2.1.1. As treze colônias (Estados Unidos)

A colonização dos Estados Unidos desenvolveu-se durante o século XVII, quase um século depois da colonização portuguesa e espanhola na América. A procura de liberdade religiosa, os conflitos políticos na Europa, a procura de melhores condições devida e o crescimento do comércio, foram as principais razões que motivaram a vinda de grandes levas de colonos, principalmente ingleses, para a América do Norte, fixando-se na costa do Oceano Atlântico, fazendo surgir as treze colônias inglesas.

2.1.2. Influências filosóficas

A gênese do movimento constitucional está circunscrita nos estudos sobre o Direito Natural, cujo ideário influenciou em todos os aspectos as Revoluções Inglesa, Francesa e Americana, que, como bem sabemos, deram início ao entendimento moderno de Direito Constitucional, tal qual o conhecemos hoje, isto é, um sistema que coíbe a atuação desmedida do príncipe pelo reconhecimento da existência de certos direitos individuais inatos à condição humana.

Tendo essa ideia em vista, na formulação de um conceito do que vem a ser o direito natural, toda a doutrina diz, num primeiro passo, que ele é o direito que emana da própria natureza, independentemente da vontade humana e, portanto, anterior e superior ao direito posto pelo Estado, isto é, pelos homens.

Já em um segundo momento, a doutrina começa a verificar que o Direito Natural está ligado à liberdade individual, porque o homem é um ser que nasce livre e, portanto, não pode ser submetido a tratamento que avilte essa qualidade. Outro reflexo do direito natural está ligado ao entendimento de que todos os homens são iguais.

As ideias dessa filosofia buscava evitar os desmandos da monarquia absolutista, que não enxergava o indivíduo como detentor de direitos, salvo quando assim o monarca quisesse, gerando com isso uma situação de completa insegurança, porque o soberano propunha e dispunha como bem entendesse, até mesmo acerca da vida dos súditos.

Diante disso, pode-se verificar que a doutrina do Direito Natural foi desenvolvida com a estrita finalidade de limitar o poder estatal e essa é a qualidade essencial do constitucionalismo, que ao depois procurou garantir aos indivíduos a proteção de certos direitos indeléveis, tais como vida, liberdade, igualdade e, na visão de Locke, propriedade.

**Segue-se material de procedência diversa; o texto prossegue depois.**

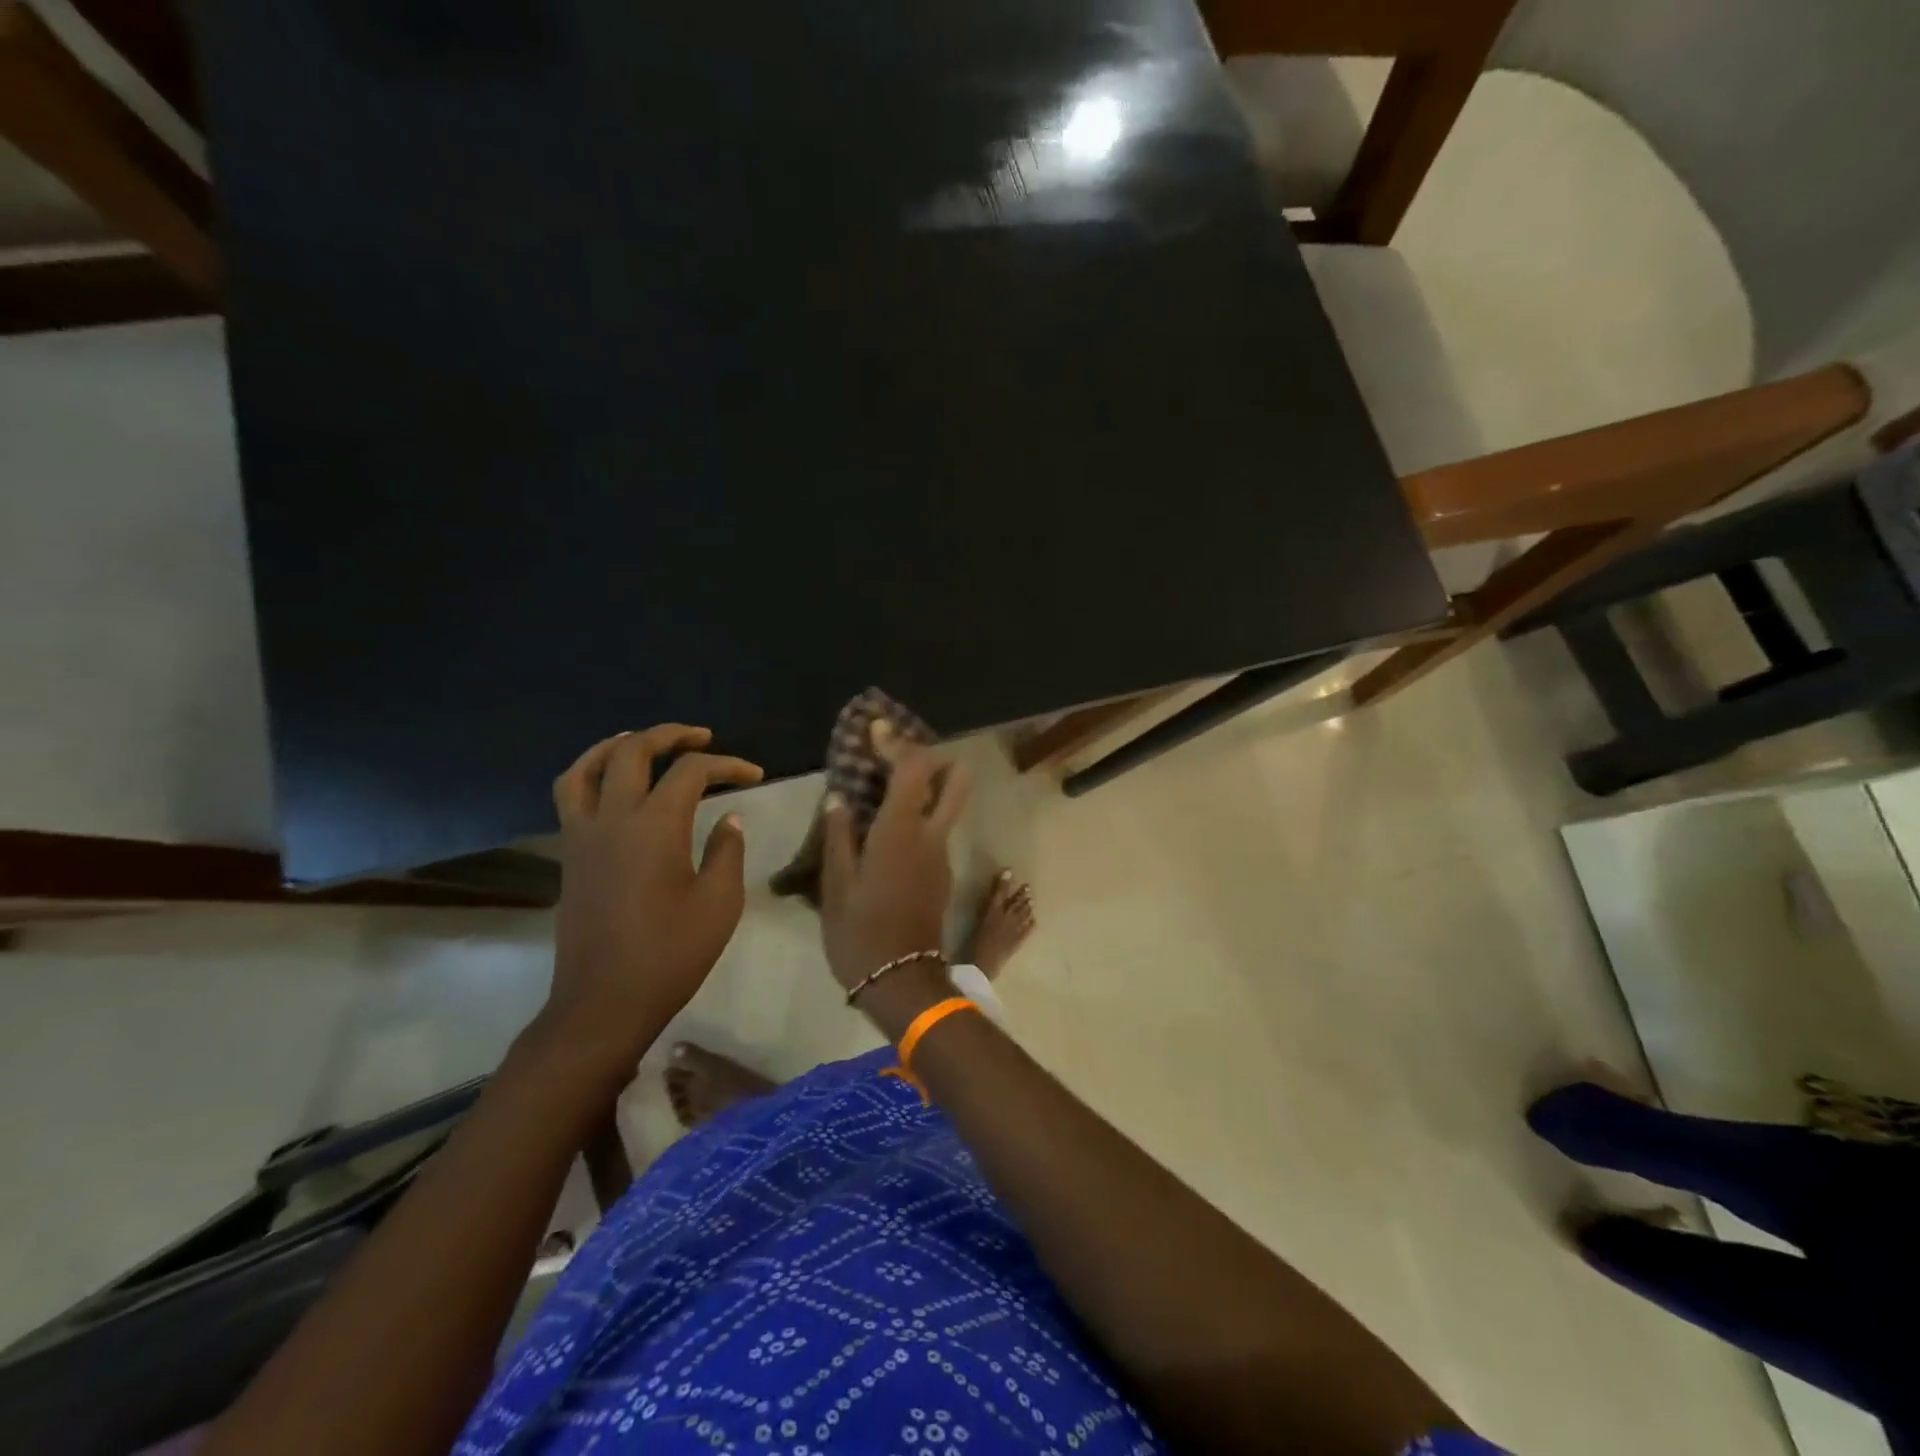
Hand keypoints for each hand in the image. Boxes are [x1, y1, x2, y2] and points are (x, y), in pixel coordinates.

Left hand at [543, 725, 763, 1068]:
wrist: (604, 1002)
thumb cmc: (670, 955)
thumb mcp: (719, 904)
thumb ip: (727, 852)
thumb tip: (729, 819)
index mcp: (656, 827)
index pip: (691, 771)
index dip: (727, 765)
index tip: (754, 776)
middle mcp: (614, 818)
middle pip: (634, 751)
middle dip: (671, 735)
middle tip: (701, 738)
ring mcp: (583, 835)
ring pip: (588, 766)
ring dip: (618, 744)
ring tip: (644, 741)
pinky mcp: (569, 855)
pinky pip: (570, 795)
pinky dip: (589, 773)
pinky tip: (610, 784)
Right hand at [820, 749, 970, 997]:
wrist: (902, 982)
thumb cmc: (860, 933)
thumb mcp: (836, 885)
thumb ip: (838, 836)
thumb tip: (838, 799)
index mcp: (901, 831)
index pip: (913, 767)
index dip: (896, 741)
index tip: (875, 728)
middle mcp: (931, 835)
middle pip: (956, 779)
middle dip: (934, 759)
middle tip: (898, 759)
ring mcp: (942, 855)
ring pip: (947, 804)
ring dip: (925, 787)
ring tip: (882, 790)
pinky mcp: (942, 872)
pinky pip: (936, 829)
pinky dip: (920, 815)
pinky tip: (887, 829)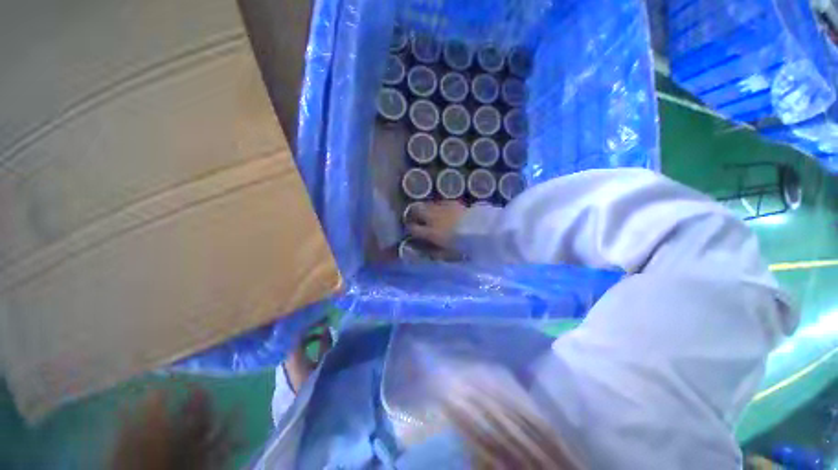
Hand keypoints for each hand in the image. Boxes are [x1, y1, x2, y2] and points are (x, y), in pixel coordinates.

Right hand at [407, 200, 466, 248]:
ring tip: (429, 213)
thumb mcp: (447, 254)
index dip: (410, 229)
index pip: (413, 228)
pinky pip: (440, 203)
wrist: (479, 231)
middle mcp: (433, 218)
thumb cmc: (462, 246)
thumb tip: (426, 252)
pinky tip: (443, 211)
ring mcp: (442, 208)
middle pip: (417, 210)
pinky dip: (439, 207)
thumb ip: (434, 253)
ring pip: (428, 204)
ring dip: (426, 209)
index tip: (411, 230)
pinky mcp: (452, 203)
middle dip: (414, 214)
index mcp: (430, 232)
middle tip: (416, 218)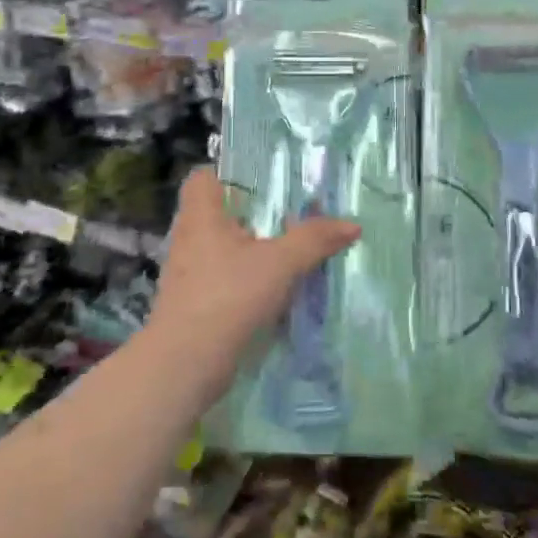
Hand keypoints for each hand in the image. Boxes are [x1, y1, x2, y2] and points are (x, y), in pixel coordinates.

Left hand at [146, 167, 360, 386]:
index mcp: (201, 215)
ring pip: (221, 247)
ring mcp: (188, 273)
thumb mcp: (280, 263)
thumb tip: (352, 224)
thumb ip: (314, 239)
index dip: (229, 173)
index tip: (263, 180)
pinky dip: (244, 278)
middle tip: (288, 212)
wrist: (185, 365)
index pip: (204, 176)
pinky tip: (272, 288)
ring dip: (250, 248)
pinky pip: (222, 277)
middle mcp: (189, 237)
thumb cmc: (228, 297)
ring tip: (287, 248)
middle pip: (217, 212)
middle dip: (250, 212)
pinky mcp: (193, 303)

Foi seguindo os iluministas, que os colonos das treze colônias situadas na América do Norte, pertencentes à Inglaterra, declararam, unilateralmente, sua independência em 04 de julho de 1776, em virtude de pressões realizadas pela então metrópole.

2.1.3. Influências econômicas

Durante os séculos XVIII e XIX, o constitucionalismo ocidental se desenvolveu na esteira das revoluções liberais e individualistas que marcaram a ascensão política da burguesia. O ideário liberal propugnava um modelo de Estado-mínimo, que não promovesse ingerências no livre jogo das forças do mercado, as quais, supostamente, através das condutas particulares dos agentes econômicos, garantiriam a distribuição equânime das riquezas na sociedade.

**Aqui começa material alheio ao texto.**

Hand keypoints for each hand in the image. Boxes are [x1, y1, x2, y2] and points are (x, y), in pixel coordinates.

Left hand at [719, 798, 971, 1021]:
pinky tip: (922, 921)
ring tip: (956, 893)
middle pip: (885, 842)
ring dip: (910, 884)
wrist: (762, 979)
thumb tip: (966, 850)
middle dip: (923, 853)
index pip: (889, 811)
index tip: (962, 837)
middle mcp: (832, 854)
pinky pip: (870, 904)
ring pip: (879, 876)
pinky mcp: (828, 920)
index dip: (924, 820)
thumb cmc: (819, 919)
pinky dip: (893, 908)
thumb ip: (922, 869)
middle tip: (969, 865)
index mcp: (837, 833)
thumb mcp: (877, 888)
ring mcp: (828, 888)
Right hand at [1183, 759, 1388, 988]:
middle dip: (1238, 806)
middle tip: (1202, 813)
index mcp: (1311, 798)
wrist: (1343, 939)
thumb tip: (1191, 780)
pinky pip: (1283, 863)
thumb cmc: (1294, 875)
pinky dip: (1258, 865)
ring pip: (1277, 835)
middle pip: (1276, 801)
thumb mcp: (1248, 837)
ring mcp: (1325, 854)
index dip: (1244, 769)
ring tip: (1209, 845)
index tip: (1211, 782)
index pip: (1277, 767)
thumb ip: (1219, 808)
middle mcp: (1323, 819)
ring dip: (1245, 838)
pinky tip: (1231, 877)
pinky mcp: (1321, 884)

Nesse contexto, foram as Constituições entendidas como diplomas legislativos fundamentais, que se limitariam a descrever a estrutura do Estado e assegurar os direitos individuais dos cidadãos (vida, liberdade, igualdade, propriedade, segurança), sem prescrever normas que pudessem embaraçar a dinâmica natural do sistema econômico.

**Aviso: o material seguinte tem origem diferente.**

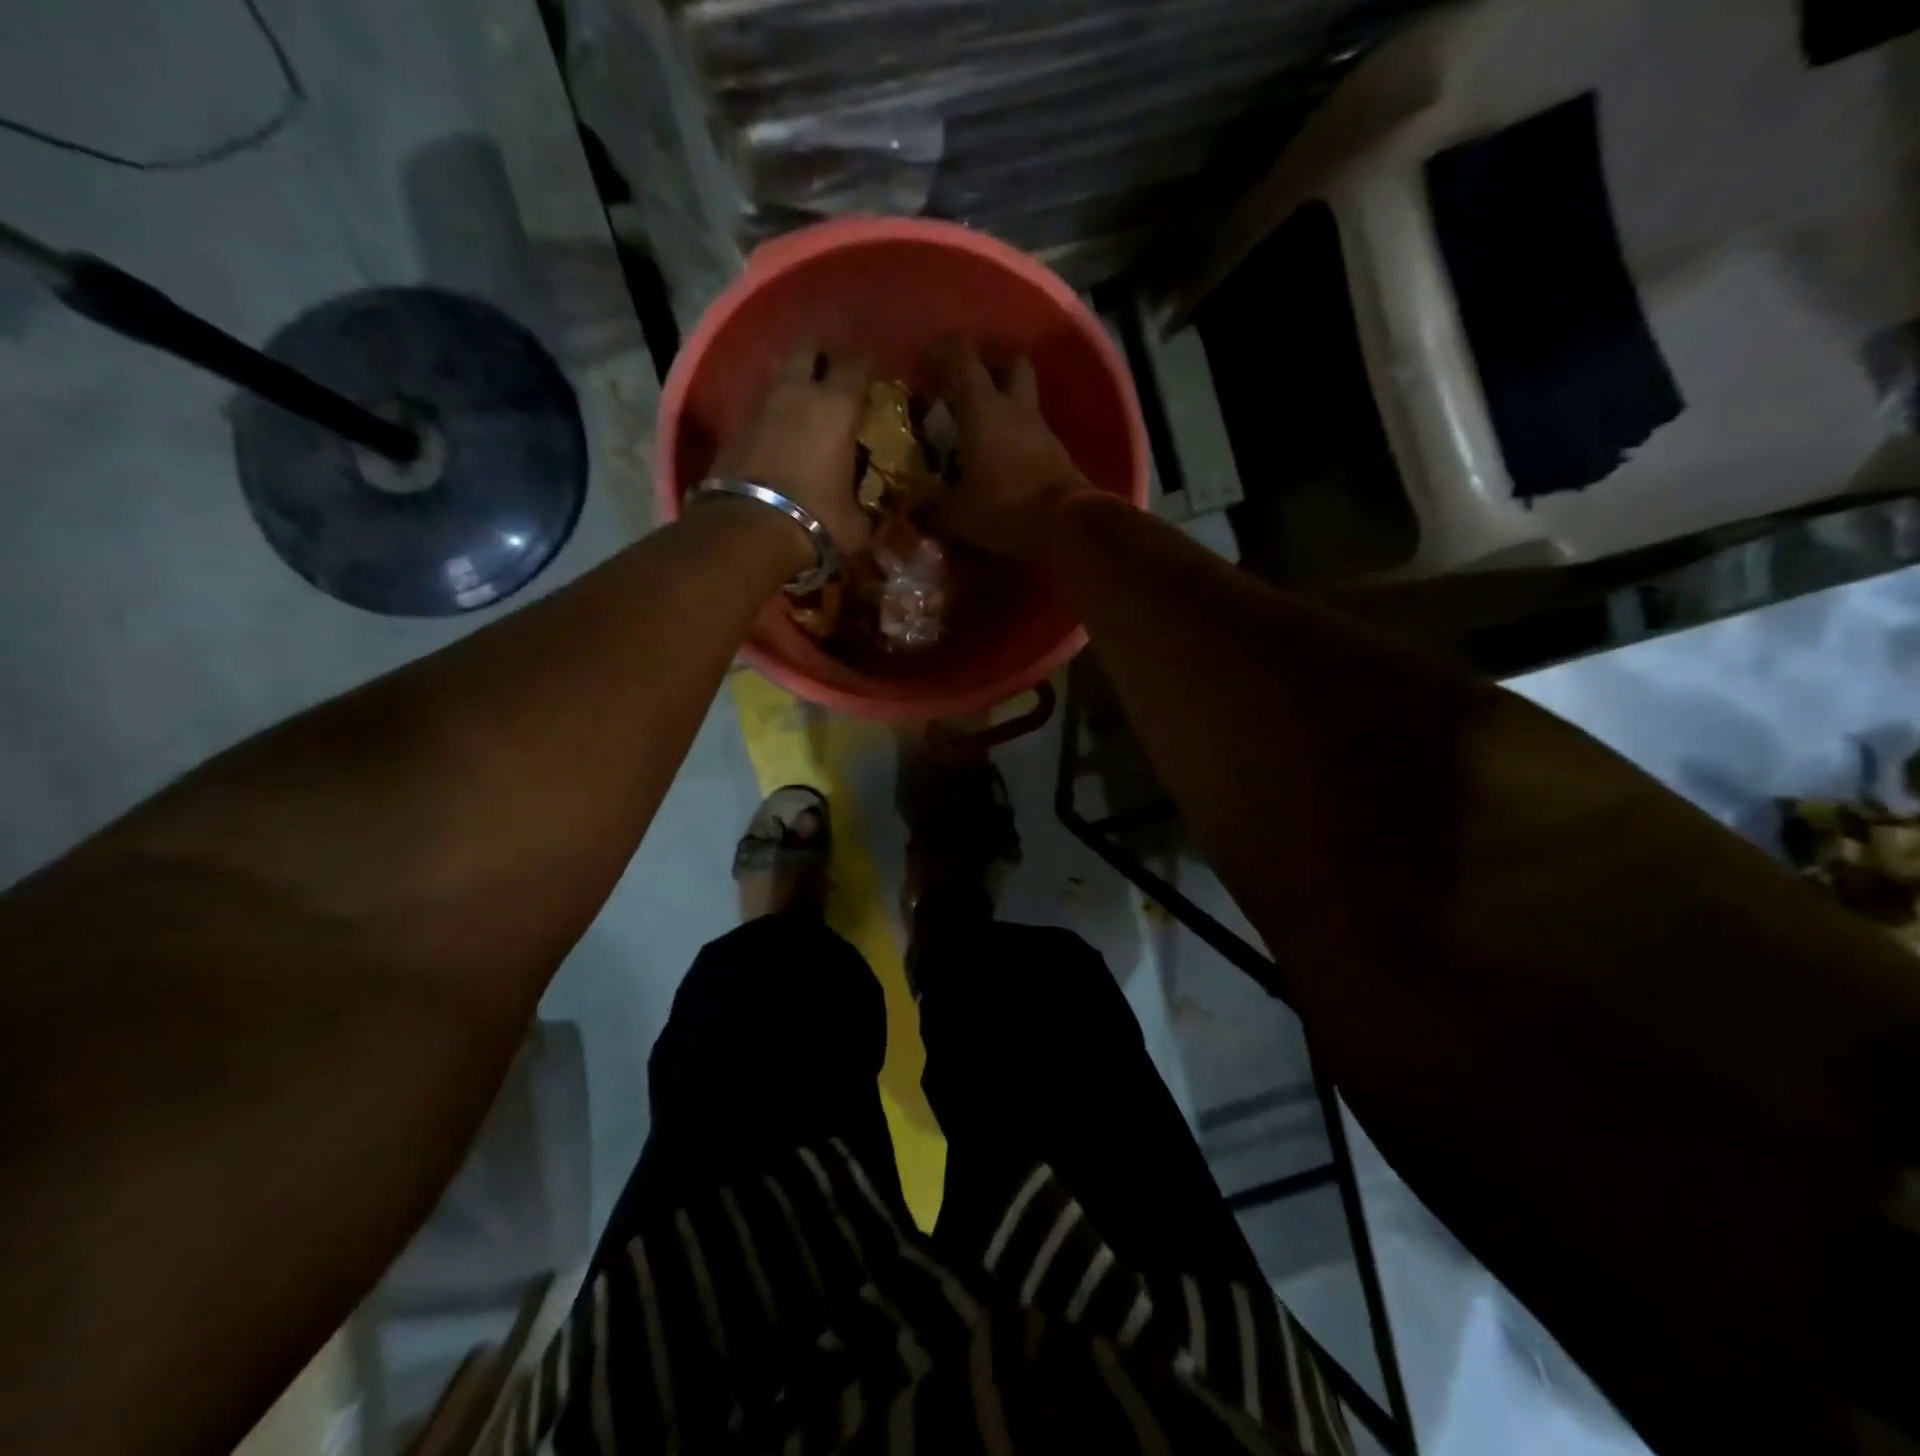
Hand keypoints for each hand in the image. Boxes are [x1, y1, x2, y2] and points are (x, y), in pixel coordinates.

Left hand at [713, 345, 873, 555]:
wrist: (749, 531)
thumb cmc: (816, 520)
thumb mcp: (856, 523)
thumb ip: (868, 508)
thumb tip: (875, 512)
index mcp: (837, 407)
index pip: (856, 364)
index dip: (867, 365)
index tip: (873, 375)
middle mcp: (798, 391)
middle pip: (809, 347)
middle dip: (823, 354)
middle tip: (835, 373)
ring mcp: (761, 404)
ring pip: (780, 371)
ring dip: (793, 379)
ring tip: (806, 399)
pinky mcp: (734, 425)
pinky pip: (760, 403)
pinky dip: (772, 409)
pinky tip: (781, 428)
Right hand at [930, 340, 1092, 561]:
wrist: (1068, 525)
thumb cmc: (1005, 508)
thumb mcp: (959, 516)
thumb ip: (933, 512)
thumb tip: (914, 515)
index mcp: (983, 408)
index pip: (962, 356)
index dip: (942, 351)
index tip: (926, 364)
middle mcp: (1014, 408)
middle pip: (1008, 362)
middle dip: (988, 366)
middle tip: (965, 388)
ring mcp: (1041, 429)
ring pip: (1022, 399)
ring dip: (1003, 408)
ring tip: (979, 433)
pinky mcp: (1057, 454)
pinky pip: (1032, 433)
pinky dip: (1016, 439)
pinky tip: (1002, 462)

O pensamento liberal considerou como princípio fundamental da constituição econômica, implícita nos textos constitucionais liberais, o princípio de que, na dúvida, se devia optar pelo mínimo de restrições aos direitos fundamentais economicamente relevantes, tais como a propriedade, a liberdade de profissão, indústria ou comércio.

O liberalismo baseava-se, portanto, na livre circulação da riqueza, figurando o contrato como o instrumento jurídico capaz de viabilizar as transações econômicas, alimentando a crença de que os acordos contratuais permitiriam o equilíbrio harmônico dos interesses, sem a necessidade de que o Estado interviesse no mercado, espaço cativo das operações privadas.

Até por volta do século XVIII, a Inglaterra não tinha um controle mais intenso sobre as suas colônias americanas em detrimento de vários motivos. Em razão desse não policiamento, as colônias começaram a concorrer com a metrópole, em relação ao comércio. A inglaterra ao ver que as colônias começaram a se enriquecer e havendo necessidade de buscar mercados novos por causa da Revolução Industrial e pelo fato de precisar restaurar o equilíbrio financeiro, apertava as malhas do pacto colonial com vários atos, entre outros:

  • em 1750, foi proibida a fundição de ferro nas colônias;

  • em 1754, foi proibida a fabricação de tecido e o contrabando;

  • em 1765, foi aprovado um decreto regulamentando a obrigação de abrigar e sustentar tropas inglesas em solo norte-americano;

  • criaram vários impostos e aumentaram outros através de leis votadas na metrópole e sem participação dos colonos.

As reações dos colonos, de início, foram pacíficas, culminando posteriormente (mais precisamente a partir de 1776) em conflitos maiores por meio da Guerra da Independência dos Estados Unidos da América durante a Revolução Americana de 1776. As bases do novo sistema de governo foram fixadas com autonomia completa para os treze estados até o término da guerra pela independência.

2.1.4. Influência juridica

As revoluções liberais-burguesas ocorridas na Inglaterra, nos Estados Unidos e na França trouxeram para o sistema político um novo conceito: o Estado de Direito, que tem como linha mestra a submissão de todos perante a lei, representando a limitação do poder político.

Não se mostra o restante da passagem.